◆ **Instructions for the task**
Using the data below, work out how many of its lines contain "than", and give that number with nothing added.

◆ **Data in this exercise**
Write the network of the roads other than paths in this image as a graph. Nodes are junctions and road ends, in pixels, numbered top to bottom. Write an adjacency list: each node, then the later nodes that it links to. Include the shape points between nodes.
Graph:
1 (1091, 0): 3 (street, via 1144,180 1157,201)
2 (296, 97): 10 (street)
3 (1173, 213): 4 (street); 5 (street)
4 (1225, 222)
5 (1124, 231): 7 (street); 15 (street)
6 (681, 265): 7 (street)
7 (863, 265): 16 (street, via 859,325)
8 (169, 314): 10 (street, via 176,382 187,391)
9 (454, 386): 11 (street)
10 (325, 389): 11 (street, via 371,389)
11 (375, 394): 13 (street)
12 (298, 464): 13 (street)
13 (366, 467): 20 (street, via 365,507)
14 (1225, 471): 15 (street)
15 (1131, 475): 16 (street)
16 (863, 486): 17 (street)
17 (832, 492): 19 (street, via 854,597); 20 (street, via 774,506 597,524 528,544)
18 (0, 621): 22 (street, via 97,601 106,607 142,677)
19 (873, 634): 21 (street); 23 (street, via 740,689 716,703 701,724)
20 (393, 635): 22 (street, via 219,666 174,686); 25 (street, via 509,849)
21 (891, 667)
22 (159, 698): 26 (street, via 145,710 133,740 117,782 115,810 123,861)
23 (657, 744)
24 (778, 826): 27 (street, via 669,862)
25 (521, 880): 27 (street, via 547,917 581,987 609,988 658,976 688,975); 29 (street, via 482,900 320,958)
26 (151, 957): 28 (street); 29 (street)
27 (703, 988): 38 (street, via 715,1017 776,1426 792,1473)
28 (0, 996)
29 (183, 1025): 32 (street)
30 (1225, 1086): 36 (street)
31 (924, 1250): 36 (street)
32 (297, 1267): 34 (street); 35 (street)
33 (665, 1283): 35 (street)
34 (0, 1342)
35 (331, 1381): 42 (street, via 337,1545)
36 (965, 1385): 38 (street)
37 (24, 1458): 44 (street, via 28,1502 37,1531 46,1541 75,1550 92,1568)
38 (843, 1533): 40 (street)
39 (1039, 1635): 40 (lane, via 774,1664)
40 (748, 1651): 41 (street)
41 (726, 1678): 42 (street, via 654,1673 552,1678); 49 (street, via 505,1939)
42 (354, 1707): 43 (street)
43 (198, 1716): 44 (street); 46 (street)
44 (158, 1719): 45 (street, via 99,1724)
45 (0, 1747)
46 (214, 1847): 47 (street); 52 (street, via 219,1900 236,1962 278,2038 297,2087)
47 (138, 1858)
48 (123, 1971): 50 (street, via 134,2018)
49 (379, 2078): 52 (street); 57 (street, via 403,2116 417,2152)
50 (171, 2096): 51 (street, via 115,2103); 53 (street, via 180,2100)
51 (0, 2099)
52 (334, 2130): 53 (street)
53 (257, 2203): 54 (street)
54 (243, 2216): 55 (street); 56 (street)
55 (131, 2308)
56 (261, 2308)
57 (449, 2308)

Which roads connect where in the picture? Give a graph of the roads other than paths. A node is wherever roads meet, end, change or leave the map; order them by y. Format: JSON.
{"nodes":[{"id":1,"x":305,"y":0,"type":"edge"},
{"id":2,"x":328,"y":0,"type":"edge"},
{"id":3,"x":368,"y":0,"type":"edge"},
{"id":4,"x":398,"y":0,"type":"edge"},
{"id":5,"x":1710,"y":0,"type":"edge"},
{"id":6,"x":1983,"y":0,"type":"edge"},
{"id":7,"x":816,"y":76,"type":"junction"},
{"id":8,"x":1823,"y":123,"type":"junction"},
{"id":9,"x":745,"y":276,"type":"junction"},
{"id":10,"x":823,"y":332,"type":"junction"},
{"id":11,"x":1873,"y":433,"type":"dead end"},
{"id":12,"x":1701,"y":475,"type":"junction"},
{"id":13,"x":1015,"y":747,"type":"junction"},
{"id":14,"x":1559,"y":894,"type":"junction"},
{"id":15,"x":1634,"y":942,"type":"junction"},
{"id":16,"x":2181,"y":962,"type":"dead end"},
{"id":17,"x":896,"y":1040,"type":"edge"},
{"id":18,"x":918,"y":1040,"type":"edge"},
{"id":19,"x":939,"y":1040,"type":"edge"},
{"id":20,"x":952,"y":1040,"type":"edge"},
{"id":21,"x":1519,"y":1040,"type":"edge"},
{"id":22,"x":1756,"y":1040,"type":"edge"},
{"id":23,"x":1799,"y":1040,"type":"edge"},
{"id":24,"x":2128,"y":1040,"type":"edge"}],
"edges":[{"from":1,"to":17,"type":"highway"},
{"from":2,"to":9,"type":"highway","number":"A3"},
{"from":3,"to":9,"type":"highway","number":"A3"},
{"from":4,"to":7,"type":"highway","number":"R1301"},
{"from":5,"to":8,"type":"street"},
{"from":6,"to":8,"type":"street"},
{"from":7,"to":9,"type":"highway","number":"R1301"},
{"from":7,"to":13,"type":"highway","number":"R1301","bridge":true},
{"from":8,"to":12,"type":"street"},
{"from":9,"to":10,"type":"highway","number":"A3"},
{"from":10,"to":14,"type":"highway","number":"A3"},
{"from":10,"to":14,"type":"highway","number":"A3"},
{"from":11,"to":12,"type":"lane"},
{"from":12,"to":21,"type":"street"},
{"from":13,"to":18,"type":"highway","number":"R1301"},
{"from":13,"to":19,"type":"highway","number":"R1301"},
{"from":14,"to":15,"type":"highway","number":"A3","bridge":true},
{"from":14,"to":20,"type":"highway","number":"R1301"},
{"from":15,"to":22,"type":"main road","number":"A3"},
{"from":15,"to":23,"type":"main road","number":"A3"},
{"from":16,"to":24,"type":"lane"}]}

◆ **Solution for this task**
2